Stored items:
○ ○ ○ ○ ○

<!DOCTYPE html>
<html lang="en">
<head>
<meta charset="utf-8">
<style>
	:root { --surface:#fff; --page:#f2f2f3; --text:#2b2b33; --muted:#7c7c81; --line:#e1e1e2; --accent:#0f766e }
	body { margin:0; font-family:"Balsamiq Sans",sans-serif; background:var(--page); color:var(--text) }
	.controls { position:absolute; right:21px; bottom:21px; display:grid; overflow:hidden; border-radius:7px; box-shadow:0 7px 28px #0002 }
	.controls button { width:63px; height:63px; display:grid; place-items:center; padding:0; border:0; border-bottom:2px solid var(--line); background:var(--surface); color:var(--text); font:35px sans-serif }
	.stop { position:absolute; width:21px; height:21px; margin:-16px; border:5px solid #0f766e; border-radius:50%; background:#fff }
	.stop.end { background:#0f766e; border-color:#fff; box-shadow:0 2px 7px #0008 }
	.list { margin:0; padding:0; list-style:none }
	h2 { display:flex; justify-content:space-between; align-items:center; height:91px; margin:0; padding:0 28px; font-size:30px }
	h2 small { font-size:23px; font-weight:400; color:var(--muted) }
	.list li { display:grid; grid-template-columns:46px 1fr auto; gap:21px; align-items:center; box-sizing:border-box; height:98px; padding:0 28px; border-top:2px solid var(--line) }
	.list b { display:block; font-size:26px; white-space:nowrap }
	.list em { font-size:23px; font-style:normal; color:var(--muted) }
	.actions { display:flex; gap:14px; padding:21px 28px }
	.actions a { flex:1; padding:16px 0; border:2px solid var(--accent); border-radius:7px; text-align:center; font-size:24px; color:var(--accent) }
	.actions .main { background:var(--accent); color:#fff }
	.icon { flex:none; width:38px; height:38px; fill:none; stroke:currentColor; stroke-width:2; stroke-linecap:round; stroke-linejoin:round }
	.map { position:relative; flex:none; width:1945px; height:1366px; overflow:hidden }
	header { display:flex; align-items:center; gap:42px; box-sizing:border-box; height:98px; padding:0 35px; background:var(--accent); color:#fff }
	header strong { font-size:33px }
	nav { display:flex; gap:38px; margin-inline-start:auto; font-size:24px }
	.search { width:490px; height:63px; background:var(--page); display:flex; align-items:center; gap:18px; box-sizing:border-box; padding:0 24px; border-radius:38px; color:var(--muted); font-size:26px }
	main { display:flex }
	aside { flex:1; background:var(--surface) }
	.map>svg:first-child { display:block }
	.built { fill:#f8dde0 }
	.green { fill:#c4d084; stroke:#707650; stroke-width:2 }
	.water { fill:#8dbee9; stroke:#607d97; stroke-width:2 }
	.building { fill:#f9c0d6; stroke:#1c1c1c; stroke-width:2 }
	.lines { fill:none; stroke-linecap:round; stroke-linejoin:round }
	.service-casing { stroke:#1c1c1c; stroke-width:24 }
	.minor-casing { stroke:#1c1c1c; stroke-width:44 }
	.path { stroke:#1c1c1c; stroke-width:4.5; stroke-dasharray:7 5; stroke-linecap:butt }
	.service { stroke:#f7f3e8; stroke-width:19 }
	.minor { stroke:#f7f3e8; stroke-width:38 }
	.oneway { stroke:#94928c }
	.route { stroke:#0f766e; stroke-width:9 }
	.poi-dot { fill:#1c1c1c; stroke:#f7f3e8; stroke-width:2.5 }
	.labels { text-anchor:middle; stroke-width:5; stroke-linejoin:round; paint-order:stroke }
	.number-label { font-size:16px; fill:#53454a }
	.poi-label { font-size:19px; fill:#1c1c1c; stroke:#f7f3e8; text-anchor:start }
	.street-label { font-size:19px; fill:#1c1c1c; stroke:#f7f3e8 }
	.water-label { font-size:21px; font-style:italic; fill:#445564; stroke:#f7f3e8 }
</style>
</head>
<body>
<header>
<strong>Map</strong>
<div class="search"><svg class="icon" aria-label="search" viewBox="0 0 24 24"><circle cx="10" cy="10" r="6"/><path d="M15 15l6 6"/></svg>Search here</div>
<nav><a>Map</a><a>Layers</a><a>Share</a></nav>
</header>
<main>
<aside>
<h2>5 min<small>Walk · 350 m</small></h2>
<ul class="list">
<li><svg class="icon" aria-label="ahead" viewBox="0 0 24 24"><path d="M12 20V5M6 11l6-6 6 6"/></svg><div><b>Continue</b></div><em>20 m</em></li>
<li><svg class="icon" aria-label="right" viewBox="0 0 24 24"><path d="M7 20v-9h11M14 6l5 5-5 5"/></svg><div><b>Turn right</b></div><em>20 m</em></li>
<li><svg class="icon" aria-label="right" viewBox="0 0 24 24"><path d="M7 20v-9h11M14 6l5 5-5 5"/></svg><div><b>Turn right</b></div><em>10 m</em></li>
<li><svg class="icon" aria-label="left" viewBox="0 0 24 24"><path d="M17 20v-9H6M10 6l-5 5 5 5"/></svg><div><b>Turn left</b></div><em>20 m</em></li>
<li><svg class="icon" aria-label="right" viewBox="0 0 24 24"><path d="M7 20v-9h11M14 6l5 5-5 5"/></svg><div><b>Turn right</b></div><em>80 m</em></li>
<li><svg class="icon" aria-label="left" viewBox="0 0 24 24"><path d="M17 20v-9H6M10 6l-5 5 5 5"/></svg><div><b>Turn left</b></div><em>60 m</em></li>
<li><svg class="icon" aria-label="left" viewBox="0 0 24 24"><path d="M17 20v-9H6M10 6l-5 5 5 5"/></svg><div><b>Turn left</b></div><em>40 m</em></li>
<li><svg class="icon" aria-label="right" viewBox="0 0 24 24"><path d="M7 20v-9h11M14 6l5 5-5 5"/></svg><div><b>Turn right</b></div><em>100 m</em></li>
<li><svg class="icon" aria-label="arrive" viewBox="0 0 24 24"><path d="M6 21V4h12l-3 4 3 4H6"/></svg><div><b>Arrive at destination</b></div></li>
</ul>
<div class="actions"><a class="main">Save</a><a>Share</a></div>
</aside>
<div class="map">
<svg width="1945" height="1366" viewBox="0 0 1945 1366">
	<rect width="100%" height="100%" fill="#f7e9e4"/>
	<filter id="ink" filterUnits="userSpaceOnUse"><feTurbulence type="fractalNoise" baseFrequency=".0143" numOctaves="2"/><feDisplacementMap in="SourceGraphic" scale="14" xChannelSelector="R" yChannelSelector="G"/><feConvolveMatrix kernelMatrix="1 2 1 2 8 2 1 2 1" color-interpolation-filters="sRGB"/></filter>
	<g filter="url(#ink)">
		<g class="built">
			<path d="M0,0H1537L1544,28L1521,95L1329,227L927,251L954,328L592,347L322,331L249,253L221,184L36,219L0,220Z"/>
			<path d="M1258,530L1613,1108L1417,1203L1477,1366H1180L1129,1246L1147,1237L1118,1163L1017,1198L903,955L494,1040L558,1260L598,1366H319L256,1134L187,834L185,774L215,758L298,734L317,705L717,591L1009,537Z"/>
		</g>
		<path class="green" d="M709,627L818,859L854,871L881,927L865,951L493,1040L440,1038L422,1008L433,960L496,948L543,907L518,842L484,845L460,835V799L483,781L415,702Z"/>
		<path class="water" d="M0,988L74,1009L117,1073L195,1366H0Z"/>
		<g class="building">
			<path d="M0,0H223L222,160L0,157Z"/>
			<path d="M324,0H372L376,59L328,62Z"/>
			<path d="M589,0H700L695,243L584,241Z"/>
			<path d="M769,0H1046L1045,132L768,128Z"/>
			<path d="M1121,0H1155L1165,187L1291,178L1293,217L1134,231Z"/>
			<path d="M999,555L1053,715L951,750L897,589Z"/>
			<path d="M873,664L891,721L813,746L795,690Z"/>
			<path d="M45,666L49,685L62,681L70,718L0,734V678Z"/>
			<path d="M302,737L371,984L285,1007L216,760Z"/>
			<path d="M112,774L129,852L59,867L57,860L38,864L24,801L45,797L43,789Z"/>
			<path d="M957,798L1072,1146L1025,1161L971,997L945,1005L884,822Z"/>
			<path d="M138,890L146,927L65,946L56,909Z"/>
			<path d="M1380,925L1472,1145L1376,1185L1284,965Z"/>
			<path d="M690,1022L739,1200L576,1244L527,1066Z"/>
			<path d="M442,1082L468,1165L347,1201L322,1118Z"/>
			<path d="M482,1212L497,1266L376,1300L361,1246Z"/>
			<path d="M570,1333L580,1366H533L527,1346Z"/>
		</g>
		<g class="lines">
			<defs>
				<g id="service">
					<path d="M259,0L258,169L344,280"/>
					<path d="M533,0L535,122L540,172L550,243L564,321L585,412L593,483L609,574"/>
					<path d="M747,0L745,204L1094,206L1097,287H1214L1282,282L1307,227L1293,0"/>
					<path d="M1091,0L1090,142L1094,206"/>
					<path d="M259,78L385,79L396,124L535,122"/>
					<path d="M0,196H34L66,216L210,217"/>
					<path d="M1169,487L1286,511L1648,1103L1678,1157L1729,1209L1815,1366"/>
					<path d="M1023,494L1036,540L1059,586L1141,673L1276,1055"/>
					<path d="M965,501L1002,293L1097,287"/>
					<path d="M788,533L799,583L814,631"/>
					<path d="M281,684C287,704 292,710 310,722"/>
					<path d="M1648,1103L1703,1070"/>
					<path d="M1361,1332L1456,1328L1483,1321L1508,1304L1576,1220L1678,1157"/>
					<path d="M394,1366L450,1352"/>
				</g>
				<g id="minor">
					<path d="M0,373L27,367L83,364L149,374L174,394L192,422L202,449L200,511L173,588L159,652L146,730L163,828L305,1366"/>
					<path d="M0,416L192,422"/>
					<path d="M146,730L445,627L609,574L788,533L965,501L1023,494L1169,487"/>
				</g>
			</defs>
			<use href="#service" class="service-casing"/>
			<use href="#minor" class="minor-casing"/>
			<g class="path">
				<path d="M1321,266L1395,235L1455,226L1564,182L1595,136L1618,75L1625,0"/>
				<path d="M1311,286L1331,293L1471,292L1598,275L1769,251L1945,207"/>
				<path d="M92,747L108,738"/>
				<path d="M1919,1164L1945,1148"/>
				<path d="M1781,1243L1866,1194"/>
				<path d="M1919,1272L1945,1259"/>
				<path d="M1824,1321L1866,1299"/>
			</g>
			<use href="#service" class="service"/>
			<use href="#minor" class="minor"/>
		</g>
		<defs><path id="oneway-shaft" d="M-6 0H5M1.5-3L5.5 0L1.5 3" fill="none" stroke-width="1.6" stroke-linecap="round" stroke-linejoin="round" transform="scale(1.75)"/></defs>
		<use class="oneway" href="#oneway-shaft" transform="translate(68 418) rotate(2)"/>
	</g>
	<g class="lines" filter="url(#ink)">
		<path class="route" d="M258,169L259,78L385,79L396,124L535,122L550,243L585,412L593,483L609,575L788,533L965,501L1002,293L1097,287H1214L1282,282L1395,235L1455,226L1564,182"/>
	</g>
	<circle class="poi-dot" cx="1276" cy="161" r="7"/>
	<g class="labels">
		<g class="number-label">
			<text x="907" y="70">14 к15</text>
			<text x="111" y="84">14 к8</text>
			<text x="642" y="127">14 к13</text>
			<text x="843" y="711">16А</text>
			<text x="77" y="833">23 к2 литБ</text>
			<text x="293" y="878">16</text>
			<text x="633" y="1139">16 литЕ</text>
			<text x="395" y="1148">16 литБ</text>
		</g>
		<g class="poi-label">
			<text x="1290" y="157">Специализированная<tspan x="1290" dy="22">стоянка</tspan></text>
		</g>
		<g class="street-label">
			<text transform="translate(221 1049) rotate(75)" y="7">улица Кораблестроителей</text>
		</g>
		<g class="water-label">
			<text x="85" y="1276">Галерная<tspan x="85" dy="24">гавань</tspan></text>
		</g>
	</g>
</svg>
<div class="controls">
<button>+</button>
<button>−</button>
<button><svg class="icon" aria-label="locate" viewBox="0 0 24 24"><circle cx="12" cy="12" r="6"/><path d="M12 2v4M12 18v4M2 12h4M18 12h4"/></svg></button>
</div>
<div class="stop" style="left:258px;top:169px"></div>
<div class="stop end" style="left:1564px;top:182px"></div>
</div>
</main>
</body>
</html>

○ ○ ○ ○ ○

**WHAT IS NEEDED:** From the data, list each line in which the string "strong" appears.

**RESPONSE TO THIS EXERCISE:**
	header strong { font-size:33px }
<strong>Map</strong>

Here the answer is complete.